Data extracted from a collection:
=====

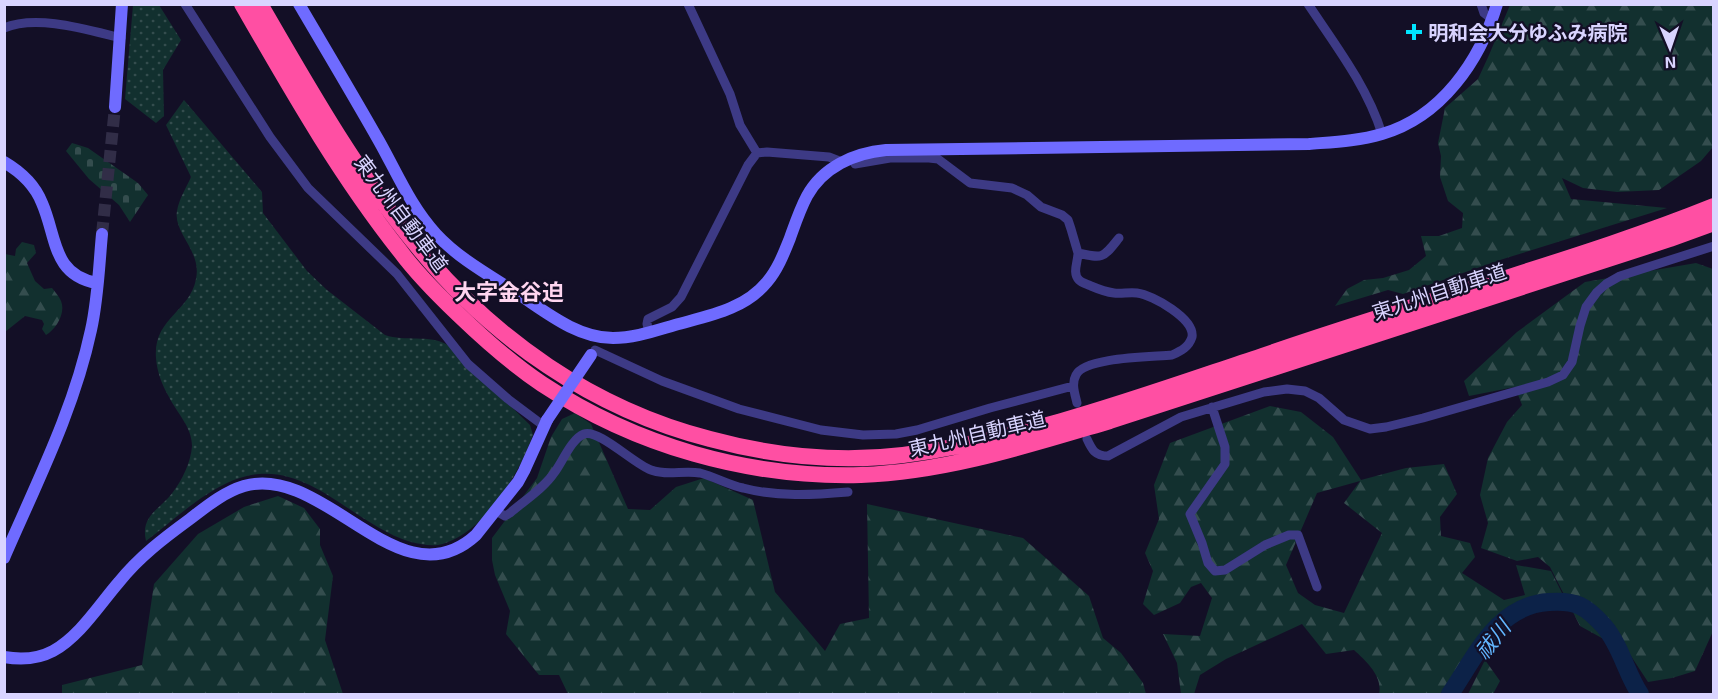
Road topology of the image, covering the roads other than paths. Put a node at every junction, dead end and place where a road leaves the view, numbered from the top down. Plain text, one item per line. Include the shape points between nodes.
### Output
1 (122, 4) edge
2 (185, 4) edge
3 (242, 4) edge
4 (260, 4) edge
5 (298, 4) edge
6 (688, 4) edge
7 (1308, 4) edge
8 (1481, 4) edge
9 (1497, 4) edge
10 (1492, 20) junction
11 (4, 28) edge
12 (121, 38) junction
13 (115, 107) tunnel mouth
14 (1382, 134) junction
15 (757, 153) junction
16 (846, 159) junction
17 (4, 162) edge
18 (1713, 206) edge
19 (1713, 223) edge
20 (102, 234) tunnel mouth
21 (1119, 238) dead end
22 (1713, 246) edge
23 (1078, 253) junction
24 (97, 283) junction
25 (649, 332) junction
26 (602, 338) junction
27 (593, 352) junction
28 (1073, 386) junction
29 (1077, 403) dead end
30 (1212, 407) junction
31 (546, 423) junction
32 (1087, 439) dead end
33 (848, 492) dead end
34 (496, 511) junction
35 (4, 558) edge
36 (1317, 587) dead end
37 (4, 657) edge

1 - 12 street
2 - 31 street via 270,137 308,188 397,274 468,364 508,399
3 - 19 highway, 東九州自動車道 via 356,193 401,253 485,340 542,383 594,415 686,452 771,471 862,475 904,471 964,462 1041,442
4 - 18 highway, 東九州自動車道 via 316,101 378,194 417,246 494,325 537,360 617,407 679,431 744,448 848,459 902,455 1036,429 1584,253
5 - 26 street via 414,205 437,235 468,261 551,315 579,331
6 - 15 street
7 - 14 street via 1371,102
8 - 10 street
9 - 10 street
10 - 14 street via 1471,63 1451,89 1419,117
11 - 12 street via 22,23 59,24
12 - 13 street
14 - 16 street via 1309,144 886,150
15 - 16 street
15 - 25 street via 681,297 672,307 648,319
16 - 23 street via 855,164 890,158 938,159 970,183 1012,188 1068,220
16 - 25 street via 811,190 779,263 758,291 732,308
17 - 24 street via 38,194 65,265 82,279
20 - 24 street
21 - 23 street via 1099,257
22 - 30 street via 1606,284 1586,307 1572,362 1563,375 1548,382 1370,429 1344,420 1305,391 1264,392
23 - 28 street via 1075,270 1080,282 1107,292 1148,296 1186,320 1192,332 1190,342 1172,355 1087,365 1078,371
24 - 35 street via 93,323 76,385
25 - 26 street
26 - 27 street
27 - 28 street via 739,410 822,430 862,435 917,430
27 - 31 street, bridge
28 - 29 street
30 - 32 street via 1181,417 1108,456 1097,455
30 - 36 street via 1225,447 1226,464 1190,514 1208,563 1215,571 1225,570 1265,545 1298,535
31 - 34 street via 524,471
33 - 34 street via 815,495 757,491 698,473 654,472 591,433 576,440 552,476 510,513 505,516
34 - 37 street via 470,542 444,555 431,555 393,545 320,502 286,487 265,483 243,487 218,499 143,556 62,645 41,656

=====

• _TO DO_: Within the records, tally every line that contains the word "tunnel". Only the resulting number should be given.

• _RESULT FOR THIS TASK_: 2